Yes...especially when his spiel is the same no matter how bad it gets. The "Baghdad Bob" thing.
The Nazis made a "Potemkin village" out of Theresienstadt to fool the outside world into believing that their concentration camps were happy places to live. Those around Trump have to build a "Potemkin village" of praise and agreement in order to make him think that he lives in a Disney world of happy people who adore him.
The elected Republicans, oil billionairs, new tech vunderkins, and third-generation inherited billionaires still love Trump. He will protect their money as long as they shower him with praise and gold-gilt. None of them, includng Trump give a damn about the lives of the rest of the 99.9% of the world.

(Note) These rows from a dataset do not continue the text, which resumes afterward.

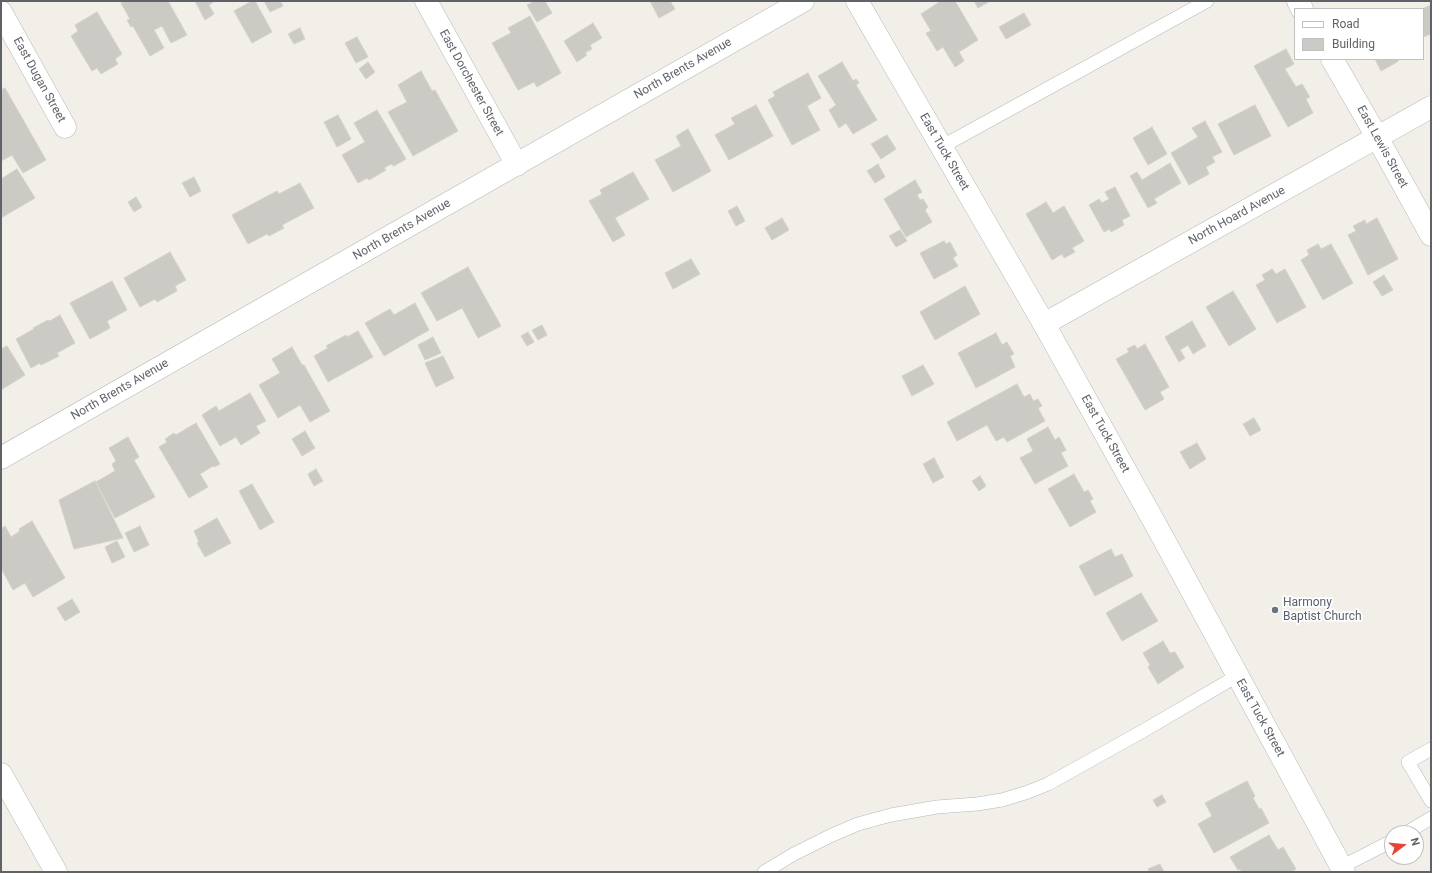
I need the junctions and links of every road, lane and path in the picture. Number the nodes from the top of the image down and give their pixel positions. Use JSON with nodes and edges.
{"nodes":[{"id":1,"x":426,"y":1,"type":"edge"},
{"id":2,"x":803,"y":1,"type":"edge"},
{"id":3,"x":857,"y":1,"type":"edge"},
{"id":4,"x":1207,"y":1,"type":"edge"},
{"id":5,"x":1,"y":12,"type":"edge"},
{"id":6,"x":1333,"y":60,"type":"edge"},
{"id":7,"x":1431,"y":107,"type":"edge"},
{"id":8,"x":65,"y":127,"type":"dead end"},
{"id":9,"x":1377,"y":137,"type":"junction"},
{"id":10,"x":941,"y":147,"type":"junction"},
{"id":11,"x":517,"y":165,"type":"junction"},
{"id":12,"x":1431,"y":236,"type":"edge"},
{"id":13,"x":1044,"y":324,"type":"junction"},
{"id":14,"x":1,"y":458,"type":"edge"},
{"id":15,"x":1237,"y":676,"type":"junction"},
{"id":16,"x":1431,"y":749,"type":"edge"},
{"id":17,"x":1,"y":774,"type":"edge"},
{"id":18,"x":1431,"y":801,"type":"edge"},
{"id":19,"x":1431,"y":818,"type":"edge"},
{"id":20,"x":1419,"y":825,"type":"edge"},
{"id":21,"x":1384,"y":846,"type":"edge"},
{"id":22,"x":1343,"y":870,"type":"edge"},
{"id":23,"x":56,"y":872,"type":"edge"},
{"id":24,"x":764,"y":872,"type":"edge"}],
"edges":[{"from":1,"to":11,"type":"street","name":"East Dorchester Street"},
{"from":2,"to":11,"type":"street","name":"North Brents Avenue"},
{"from":3,"to":10,"type":"street","name":"East Tuck Street"},
{"from":4,"to":10,"type":"lane"},
{"from":5,"to":8,"type":"street","name":"East Dugan Street"},
{"from":6,"to":9,"type":"street","name":"East Lewis Street"},
{"from":7,"to":9,"type":"street","name":"North Hoard Avenue"},
{"from":9,"to":12,"type":"street","name":"East Lewis Street"},
{"from":9,"to":13,"type":"street","name":"North Hoard Avenue"},
{"from":10,"to":13,"type":"street","name":"East Tuck Street"},
{"from":11,"to":14,"type":"street","name":"North Brents Avenue"},
{"from":13,"to":15,"type":"street","name":"East Tuck Street"},
{"from":15,"to":22,"type":"street","name":"East Tuck Street"},
{"from":15,"to":24,"type":"lane"},
{"from":16,"to":18,"type":"lane"},
{"from":17,"to":23,"type":"street"},
{"from":19,"to":20,"type":"lane"},
{"from":21,"to":22,"type":"lane"}]}
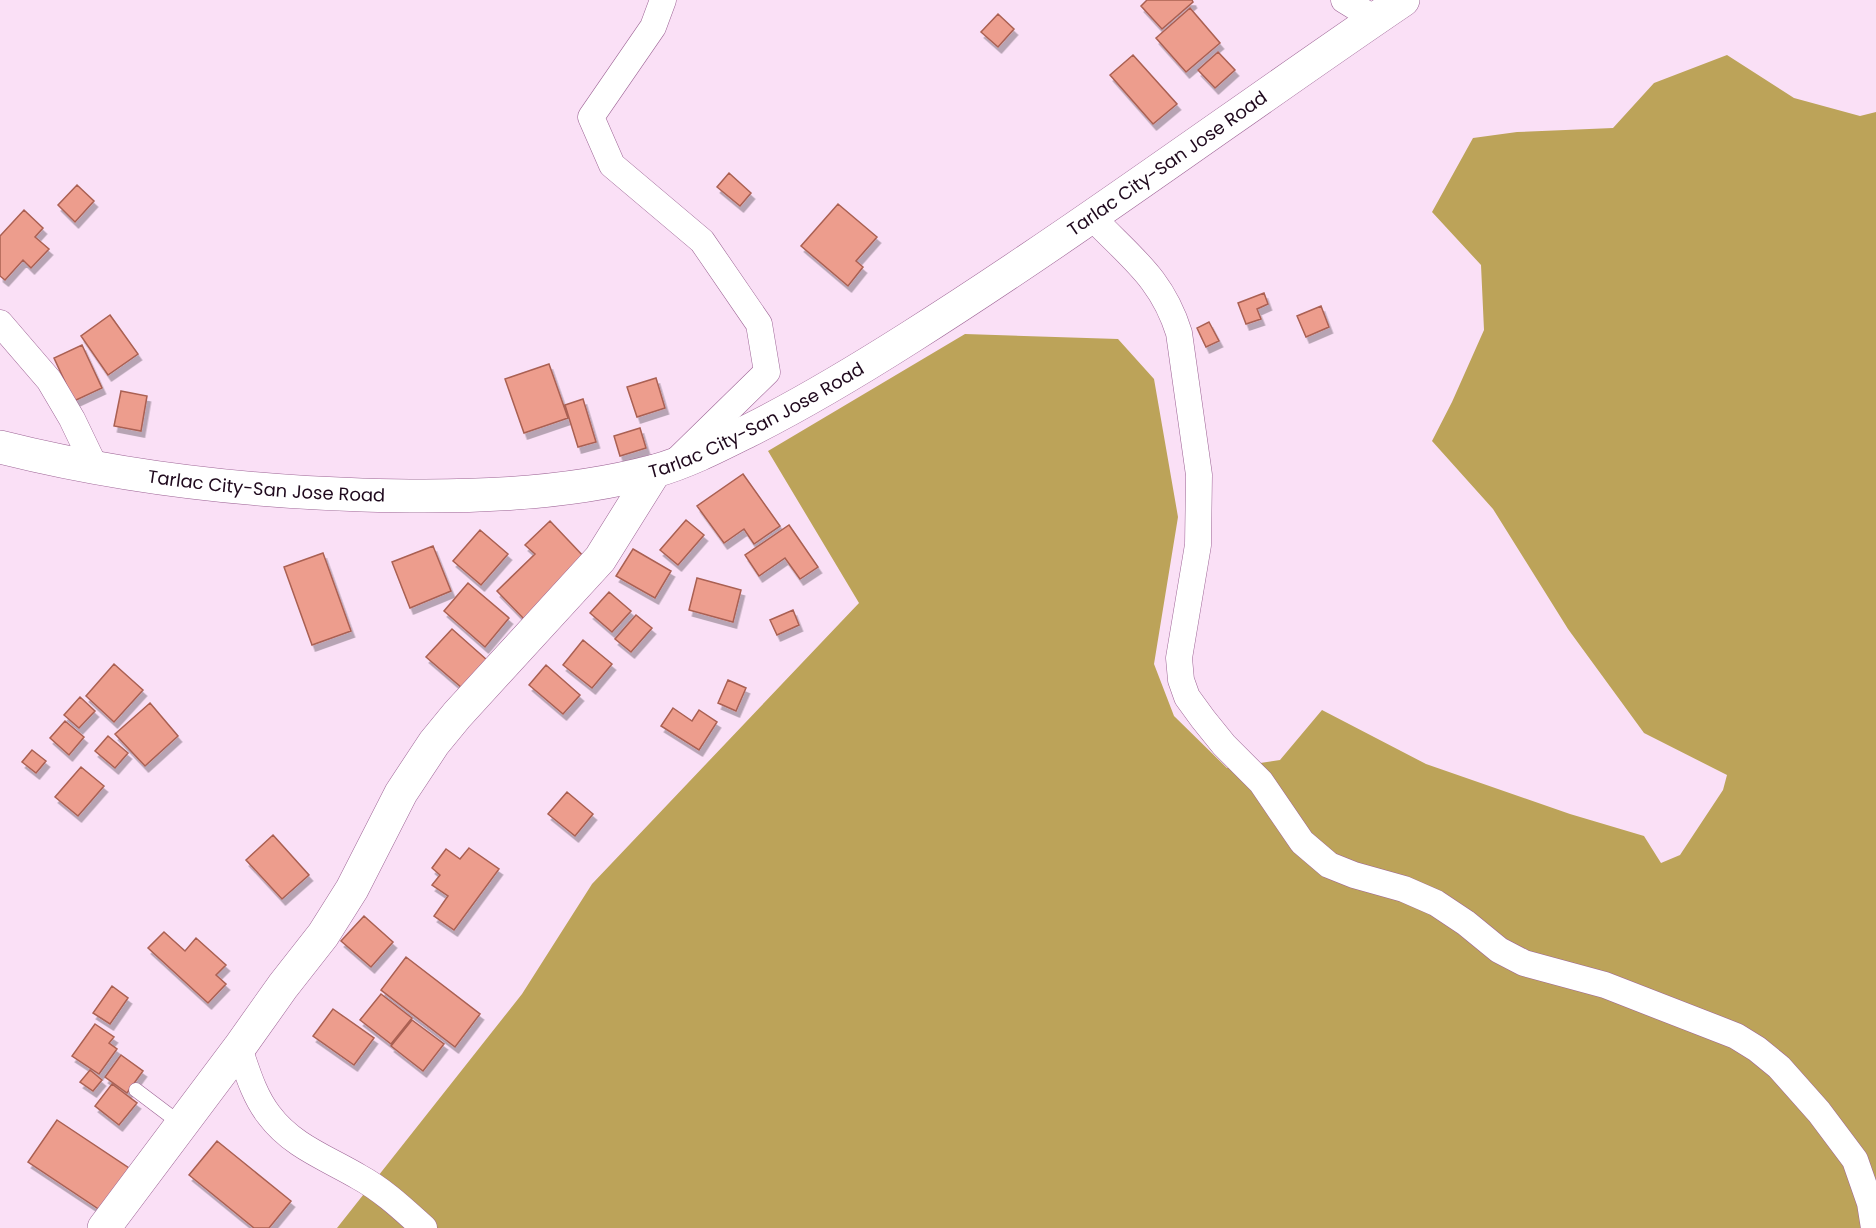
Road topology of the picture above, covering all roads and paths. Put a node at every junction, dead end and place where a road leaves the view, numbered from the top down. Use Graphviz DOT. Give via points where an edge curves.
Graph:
graph roads {
  1 [pos="663,0"];
  2 [pos="1344,0"];
  3 [pos="1404,0"];
  4 [pos="1375,19"];
  5 [pos="1092,217"];
  6 [pos="0,323"];
  7 [pos="0,447"];
  8 [pos="664,468"];
  9 [pos="96,469"];
  10 [pos="239,1048"];
  11 [pos="136,1090"];
  12 [pos="182,1124"];
  13 [pos="104,1228"];
  14 [pos="424,1228"];
  15 [pos="1874,1228"];
  1 -- 8 [label="street" via="653,27 591,117 612,165 702,241 759,324 767,372"];
  2 -- 4 [label="street"];
  3 -- 4 [label="main road, Tarlac City-San Jose Road"];
  4 -- 5 [label="main road, Tarlac City-San Jose Road"];
  5 -- 8 [label="main road, Tarlac City-San Jose Road" via="977,295 790,410 720,446"];
  5 -- 15 [label="street" via="1160,289 1179,333 1199,475 1198,545 1179,658 1187,697 1203,719 1261,782 1302,842 1329,865 1436,903 1498,950 1524,963 1605,985 1736,1036 1757,1049 1779,1067 1819,1112 1855,1160"];
  6 -- 9 [label="street" via="49,380"];
  7 -- 9 [label="main road, Tarlac City-San Jose Road"];
  8 -- 9 [label="main road, Tarlac City-San Jose Road" via="560,489 411,497 216,486"];
  8 -- 10 [label="main road" via="600,559 434,743 401,793 341,909"];
  10 -- 12 [label="main road"];
  10 -- 14 [label="street" via="258,1099 280,1130 361,1178"];
  11 -- 12 [label="lane"];
  12 -- 13 [label="main road"];
}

Trump sees the military as his toy. The tariffs didn't work, so now he is using bombs. They aren't working either, and Trump can't beleive it. He is dealing with an enemy that is even more fanatical than he is, and they have been at it for much longer. They are willing to fight to the death and bring the world down with them. Now, it's Trump's choice. He asked for it. Everyone suffers.
More fanatical and a hell of a lot smarter than him and his lack of brain trust.
"Who knew Iran would close Hormuz?" -DJT
"Sen. John Kennedy (R-La.) confirmed on Sunday that Republican senators were ready to accept the Democrats’ offer. That is, until Trump said no: “It would have worked. We could have had TSA paid by the end of the week, but the president said, ‘No deal.’”
Let's not lose sight of the fact, though it seems Sen. Kennedy and his lick-spittle GOP colleagues have, that "No Deal" was never up to trump. It was up to them - so going into the long lead-up to the midterms, can we please start now painting them into the corner of their own loathsome responsibility? When they "blame" trump, we have to make it absolutely clear that they had a choice and sided with trump on every single stinking atrocity that trump commits.... And VOTERS need to hold them RESPONSIBLE for everything trump has done, because he couldn't have done any of it without their acquiescence, help and applause.
If there's ANY way Dems can force a vote on standalone TSA funding, they need to do it. Put GQP congress ppl on the record voting against it, and/or Trump vetoing it.
Re DJT: It occurs to me that all the soft soap and ego massages are nurturing the decomposition of this person's brain function. He is progressively more distanced from reality. Another thing for the cultists to answer for. Surely I am not a mental health professional but, frankly, catering to delusion like this, is not beneficial. In fact at least in this case, gasoline on the bonfire seems apt.
Grandpa thinks he’s a chicken, and his family would dissuade him but they need the eggs.
The remark has the virtues of homespun warmth and blistering accuracy.
That’s based on a hazy recollect of a bit by Woody Allen on an album of his standup from the 60s.
Oh, thats a hoot. It all put me in mind of a Morey Amsterdam riff on the DVD show in which he concludes by telling a phone caller to disassemble his phone, place it in a paper bag, go to a graveyard at midnite, swing it over his head and scream like a chicken. Not germane, but still after 50 years it makes me laugh. "They need the eggs." Makes me laugh to write it. Thanks.